> _PROBLEM DESCRIPTION_
Among the entries below, how many lines hold the word "Placa"? Reply with the number only.

[[ SUPPLIED RECORDS open ]]

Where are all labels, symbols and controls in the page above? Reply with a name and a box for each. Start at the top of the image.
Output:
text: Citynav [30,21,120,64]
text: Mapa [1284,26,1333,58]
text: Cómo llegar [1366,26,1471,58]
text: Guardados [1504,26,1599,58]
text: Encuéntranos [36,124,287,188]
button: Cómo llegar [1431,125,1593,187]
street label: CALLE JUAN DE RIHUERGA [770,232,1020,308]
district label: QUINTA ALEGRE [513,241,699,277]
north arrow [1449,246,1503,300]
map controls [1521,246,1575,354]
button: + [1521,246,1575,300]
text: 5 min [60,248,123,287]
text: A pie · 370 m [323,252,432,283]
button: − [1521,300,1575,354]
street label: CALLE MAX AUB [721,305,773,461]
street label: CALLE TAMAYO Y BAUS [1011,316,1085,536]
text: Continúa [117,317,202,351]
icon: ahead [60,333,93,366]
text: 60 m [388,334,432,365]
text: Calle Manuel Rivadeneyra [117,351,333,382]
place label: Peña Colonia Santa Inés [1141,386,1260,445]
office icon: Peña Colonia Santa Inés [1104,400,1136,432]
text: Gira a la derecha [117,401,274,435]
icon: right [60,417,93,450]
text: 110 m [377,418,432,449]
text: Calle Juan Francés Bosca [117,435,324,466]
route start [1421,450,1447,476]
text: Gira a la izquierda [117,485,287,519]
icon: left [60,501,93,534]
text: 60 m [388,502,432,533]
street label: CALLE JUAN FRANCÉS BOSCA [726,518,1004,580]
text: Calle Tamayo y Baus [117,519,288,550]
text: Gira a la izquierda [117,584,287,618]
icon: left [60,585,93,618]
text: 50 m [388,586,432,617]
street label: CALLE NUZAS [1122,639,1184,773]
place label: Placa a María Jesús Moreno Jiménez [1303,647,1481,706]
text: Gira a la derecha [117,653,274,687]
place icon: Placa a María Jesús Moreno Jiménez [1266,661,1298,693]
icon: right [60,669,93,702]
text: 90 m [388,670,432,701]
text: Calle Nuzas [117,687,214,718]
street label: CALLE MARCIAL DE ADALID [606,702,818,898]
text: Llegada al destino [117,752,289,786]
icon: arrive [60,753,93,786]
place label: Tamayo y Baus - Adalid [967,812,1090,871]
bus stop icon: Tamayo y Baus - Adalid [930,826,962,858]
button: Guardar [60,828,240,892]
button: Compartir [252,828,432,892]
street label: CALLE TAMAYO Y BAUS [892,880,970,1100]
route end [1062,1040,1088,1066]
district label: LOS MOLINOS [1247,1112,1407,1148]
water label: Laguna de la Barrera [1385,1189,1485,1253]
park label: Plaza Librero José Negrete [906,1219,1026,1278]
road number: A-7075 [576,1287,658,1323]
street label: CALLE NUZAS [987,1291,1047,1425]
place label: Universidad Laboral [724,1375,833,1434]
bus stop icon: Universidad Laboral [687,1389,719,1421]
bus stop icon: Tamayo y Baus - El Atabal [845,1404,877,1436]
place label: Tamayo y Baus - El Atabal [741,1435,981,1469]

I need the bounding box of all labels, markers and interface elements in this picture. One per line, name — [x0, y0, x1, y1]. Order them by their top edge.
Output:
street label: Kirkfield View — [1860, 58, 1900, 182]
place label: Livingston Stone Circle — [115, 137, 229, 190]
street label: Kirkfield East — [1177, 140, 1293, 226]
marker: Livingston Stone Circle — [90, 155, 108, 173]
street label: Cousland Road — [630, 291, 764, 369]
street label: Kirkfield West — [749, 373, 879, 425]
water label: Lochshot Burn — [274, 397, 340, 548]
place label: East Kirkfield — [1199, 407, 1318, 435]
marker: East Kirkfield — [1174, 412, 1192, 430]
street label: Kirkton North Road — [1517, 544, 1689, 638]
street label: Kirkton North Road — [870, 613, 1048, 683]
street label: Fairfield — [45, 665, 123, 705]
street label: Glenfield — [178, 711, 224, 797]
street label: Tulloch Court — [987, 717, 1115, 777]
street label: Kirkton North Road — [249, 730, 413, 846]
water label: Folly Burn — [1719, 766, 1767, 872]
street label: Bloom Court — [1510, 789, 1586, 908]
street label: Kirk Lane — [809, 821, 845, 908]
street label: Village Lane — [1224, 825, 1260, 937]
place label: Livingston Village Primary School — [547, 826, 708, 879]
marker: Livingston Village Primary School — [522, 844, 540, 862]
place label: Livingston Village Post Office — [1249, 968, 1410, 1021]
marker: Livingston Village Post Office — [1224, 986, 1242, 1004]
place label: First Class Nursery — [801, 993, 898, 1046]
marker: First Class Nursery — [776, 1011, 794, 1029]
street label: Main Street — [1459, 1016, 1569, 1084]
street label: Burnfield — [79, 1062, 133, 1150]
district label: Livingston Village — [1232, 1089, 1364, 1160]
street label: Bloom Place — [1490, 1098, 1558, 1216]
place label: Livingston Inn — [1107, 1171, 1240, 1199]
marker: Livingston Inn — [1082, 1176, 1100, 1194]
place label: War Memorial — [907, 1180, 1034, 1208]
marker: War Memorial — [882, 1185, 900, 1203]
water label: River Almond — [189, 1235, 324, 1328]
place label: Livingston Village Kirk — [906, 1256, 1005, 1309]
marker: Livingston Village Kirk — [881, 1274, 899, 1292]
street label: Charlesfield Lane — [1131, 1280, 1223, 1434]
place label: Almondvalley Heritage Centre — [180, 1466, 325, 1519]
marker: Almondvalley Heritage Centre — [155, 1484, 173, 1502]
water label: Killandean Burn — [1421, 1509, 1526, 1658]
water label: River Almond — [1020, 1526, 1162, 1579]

[[ SUPPLIED RECORDS closed ]]

> _YOUR SOLUTION_
2